Speaking at the annual Local Democracy Reporting Service conference and awards in MediaCity, NMA chief executive Owen Meredith called for the BBC to work with the commercial sector to continue to expand the partnership and “ensure a truly vibrant and plural news eco-system fit for the digital age.”
“At the heart of the partnership and undoubtedly its greatest success has been you, the Local Democracy Reporters, whose enormous contribution we are here today to celebrate,” Mr Meredith told an audience of around 100 Local Democracy Reporters.
Mr Meredith’s words follow a speech by Tim Davie at the awards on Friday in which the BBC Director-General reaffirmed the BBC’s commitment to the “crucially important partnership” through to at least 2027.
Mr Meredith said: “The Director-General just spoke of how proud the BBC is of your achievements and, on behalf of the commercial news media sector – who we at the NMA represent – I wholeheartedly echo those sentiments and thank you for your work.”
Since it was launched, the partnership between the NMA and the BBC has seen nearly a quarter of a million local public interest stories delivered to the public through highly trusted local news media platforms with content now reaching between eight and 10 million people every week.

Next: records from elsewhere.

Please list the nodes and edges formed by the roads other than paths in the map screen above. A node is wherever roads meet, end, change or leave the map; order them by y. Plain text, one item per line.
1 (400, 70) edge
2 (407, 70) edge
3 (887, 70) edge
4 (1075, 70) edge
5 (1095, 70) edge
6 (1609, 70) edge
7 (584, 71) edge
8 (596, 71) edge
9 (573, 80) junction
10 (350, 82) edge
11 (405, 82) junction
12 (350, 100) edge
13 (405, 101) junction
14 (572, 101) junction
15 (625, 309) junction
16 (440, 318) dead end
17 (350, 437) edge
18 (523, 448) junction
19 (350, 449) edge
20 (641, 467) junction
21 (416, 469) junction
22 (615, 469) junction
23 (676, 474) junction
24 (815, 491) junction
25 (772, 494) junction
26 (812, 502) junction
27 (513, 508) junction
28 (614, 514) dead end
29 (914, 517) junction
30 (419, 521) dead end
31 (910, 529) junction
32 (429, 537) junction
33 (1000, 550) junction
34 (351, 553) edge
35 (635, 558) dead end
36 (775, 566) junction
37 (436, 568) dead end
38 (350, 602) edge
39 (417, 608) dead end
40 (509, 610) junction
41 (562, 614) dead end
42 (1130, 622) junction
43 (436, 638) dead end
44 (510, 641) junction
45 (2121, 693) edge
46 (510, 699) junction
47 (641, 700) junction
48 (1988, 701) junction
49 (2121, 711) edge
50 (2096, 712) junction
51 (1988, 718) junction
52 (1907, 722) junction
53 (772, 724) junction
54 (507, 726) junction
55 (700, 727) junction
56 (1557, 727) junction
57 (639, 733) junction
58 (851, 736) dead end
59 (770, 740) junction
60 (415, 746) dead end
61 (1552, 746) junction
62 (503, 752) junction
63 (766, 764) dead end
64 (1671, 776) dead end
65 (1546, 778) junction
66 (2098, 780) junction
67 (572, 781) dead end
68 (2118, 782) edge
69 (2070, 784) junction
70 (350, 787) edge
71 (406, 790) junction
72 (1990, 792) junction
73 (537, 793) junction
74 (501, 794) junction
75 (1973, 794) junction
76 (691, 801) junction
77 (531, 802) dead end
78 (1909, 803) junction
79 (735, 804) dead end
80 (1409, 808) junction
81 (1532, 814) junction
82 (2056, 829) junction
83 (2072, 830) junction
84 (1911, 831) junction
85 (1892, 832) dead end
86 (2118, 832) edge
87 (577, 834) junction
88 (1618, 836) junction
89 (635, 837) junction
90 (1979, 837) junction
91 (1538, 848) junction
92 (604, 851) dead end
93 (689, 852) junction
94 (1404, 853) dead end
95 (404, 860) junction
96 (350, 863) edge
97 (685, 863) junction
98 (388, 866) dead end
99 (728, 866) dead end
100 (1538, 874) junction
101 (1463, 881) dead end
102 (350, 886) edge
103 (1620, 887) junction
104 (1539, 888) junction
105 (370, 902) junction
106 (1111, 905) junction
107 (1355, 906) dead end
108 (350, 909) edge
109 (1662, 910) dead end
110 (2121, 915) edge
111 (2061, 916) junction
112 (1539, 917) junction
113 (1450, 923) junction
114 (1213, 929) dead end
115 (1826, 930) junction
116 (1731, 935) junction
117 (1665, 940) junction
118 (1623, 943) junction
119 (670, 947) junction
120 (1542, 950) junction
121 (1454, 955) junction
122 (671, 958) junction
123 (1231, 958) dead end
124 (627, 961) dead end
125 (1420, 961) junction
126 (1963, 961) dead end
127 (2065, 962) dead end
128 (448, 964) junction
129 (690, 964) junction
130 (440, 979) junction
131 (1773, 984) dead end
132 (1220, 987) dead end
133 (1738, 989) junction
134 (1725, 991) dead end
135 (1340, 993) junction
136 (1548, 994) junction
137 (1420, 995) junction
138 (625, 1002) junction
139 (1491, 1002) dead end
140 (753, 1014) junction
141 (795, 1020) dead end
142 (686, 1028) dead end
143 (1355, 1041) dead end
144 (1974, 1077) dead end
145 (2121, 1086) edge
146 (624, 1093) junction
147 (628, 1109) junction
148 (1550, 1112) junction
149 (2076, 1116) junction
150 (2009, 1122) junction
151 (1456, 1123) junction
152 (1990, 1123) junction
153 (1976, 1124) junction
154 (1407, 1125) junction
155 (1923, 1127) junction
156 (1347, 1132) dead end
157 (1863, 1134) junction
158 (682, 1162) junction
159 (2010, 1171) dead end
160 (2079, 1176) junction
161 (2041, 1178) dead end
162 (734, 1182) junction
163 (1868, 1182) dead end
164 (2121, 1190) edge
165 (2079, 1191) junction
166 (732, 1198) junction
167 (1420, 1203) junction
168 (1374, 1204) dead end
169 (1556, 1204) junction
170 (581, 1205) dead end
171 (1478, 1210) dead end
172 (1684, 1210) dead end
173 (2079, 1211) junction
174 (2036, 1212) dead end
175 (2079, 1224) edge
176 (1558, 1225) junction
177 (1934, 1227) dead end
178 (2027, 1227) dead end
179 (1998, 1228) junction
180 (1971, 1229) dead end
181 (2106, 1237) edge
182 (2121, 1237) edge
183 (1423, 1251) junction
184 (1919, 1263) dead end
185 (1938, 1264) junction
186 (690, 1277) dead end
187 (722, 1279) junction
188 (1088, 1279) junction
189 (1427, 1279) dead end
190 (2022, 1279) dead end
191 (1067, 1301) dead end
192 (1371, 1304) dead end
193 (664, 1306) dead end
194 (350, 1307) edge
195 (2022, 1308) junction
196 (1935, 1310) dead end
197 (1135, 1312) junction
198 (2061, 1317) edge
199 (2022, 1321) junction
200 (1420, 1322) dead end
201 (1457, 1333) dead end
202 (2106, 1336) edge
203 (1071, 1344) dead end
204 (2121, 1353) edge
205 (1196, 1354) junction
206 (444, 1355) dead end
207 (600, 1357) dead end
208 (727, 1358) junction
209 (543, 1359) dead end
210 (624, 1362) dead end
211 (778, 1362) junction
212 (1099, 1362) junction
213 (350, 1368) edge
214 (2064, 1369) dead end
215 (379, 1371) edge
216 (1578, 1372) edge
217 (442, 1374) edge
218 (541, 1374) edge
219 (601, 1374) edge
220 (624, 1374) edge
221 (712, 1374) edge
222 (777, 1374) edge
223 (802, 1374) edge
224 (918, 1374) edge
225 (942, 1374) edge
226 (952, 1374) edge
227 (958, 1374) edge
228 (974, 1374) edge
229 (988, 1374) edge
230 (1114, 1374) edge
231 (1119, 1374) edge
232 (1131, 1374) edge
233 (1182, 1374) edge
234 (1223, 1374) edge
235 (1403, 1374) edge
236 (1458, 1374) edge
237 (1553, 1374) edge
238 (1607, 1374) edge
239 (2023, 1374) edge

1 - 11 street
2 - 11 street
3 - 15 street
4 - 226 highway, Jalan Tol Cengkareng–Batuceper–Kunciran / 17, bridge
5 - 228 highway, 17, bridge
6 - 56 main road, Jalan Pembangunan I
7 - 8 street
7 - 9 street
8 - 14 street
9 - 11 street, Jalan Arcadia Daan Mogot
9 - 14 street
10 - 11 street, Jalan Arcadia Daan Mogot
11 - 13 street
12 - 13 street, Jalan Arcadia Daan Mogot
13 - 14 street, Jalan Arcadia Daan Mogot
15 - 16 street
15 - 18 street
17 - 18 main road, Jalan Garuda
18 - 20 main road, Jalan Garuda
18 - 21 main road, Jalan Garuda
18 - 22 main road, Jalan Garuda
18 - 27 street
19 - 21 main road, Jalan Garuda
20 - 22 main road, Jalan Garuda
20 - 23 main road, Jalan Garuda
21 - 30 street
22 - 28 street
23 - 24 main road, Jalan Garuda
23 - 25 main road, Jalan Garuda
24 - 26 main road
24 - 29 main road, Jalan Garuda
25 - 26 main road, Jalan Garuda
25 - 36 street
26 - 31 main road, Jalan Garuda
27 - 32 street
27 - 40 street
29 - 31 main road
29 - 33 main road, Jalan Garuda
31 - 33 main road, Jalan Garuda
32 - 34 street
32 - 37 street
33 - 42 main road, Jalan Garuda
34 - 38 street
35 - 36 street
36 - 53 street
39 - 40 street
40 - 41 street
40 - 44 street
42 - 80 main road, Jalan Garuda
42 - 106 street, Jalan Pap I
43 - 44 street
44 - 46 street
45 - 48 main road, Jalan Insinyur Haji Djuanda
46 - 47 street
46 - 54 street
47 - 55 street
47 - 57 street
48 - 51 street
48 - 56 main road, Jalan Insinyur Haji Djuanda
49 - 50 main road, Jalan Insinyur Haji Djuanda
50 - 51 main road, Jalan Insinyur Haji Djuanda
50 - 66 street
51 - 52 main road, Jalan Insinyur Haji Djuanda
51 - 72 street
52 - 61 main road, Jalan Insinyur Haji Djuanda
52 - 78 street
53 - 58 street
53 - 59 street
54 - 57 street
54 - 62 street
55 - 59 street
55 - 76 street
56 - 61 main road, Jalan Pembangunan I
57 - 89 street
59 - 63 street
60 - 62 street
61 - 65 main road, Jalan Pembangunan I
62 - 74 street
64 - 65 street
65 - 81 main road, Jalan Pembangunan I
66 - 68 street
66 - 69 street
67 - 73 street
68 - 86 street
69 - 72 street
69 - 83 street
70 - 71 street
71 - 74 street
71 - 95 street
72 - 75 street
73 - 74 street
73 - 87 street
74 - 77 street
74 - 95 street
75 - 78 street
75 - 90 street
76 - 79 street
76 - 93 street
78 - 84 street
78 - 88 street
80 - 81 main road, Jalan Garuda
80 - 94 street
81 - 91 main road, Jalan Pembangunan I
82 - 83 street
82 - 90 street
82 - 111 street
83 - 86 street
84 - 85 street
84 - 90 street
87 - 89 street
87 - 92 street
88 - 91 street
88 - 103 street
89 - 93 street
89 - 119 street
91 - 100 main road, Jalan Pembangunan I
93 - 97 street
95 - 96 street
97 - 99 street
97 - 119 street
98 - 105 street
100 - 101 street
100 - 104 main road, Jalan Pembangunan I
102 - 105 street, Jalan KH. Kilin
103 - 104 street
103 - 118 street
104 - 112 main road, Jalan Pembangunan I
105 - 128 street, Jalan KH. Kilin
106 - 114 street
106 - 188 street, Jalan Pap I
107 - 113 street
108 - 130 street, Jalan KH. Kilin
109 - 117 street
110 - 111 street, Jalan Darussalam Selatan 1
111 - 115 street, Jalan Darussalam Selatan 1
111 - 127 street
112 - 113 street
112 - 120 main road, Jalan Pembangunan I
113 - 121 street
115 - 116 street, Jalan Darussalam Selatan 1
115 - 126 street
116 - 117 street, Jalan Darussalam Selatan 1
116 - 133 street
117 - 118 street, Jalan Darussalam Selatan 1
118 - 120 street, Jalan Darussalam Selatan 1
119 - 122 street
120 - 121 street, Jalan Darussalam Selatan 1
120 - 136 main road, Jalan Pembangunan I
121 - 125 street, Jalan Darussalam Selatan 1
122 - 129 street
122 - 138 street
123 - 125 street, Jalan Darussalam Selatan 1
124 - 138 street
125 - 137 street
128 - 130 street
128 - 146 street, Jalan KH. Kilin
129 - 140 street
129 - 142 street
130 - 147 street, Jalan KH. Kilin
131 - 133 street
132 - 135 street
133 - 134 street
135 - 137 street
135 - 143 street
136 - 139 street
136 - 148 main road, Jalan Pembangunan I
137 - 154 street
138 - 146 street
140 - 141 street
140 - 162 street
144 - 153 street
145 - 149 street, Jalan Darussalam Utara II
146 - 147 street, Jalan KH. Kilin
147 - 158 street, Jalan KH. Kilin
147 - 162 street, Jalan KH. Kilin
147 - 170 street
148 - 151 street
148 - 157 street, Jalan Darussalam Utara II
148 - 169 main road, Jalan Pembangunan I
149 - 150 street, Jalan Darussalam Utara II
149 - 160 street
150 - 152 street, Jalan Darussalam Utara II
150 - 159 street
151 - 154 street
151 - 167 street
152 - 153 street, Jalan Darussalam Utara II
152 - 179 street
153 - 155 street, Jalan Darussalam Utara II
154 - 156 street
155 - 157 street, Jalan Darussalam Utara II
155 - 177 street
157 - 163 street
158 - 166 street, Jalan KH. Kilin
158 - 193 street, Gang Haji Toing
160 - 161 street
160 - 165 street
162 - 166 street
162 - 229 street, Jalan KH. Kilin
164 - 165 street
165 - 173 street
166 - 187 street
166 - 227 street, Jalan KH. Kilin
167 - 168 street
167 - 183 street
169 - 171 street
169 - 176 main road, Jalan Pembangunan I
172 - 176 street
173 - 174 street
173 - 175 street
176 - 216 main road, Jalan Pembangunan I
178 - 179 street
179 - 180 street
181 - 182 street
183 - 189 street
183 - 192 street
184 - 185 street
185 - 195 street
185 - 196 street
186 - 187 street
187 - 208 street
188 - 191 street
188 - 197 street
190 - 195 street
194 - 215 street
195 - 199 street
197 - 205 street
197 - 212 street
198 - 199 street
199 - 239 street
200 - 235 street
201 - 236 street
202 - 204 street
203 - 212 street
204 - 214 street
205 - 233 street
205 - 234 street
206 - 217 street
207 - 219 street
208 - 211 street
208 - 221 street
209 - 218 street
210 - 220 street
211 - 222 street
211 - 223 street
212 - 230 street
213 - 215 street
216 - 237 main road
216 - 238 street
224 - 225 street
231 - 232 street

Earlier this week, the NMA welcomed Culture Secretary Nadine Dorries’ comments saying that she supports further expansion of the scheme which the NMA believes could make an even more significant contribution to local journalism than it does currently.
New figures from JICREG Life Is Local show that audiences have rocketed for the commercial local news media sector over the past year with online audiences increasing by nearly a fifth in just 12 months.
Local media now reaches 42 million people a month in print and online, Mr Meredith told an audience of Local Democracy Reporters.
He added: “Throughout the pandemic, you have continued to deliver high quality local public interest journalism in unprecedented circumstances, under challenging conditions.
“There are numerous examples of these stories, such as the shocking revelation that a family in Walsall had received used swab tests, and the countless interviews with front line workers, exposing the enormous pressure placed on our health services by the pandemic.
“Of course, the benefit of the partnership was very apparent before the pandemic struck, with countless stories gleaned from sitting through council meetings, poring over papers, and your contacts within local public bodies.
He added: “Your work underpins democracy in communities up and down the UK and that’s immensely valuable for us all.”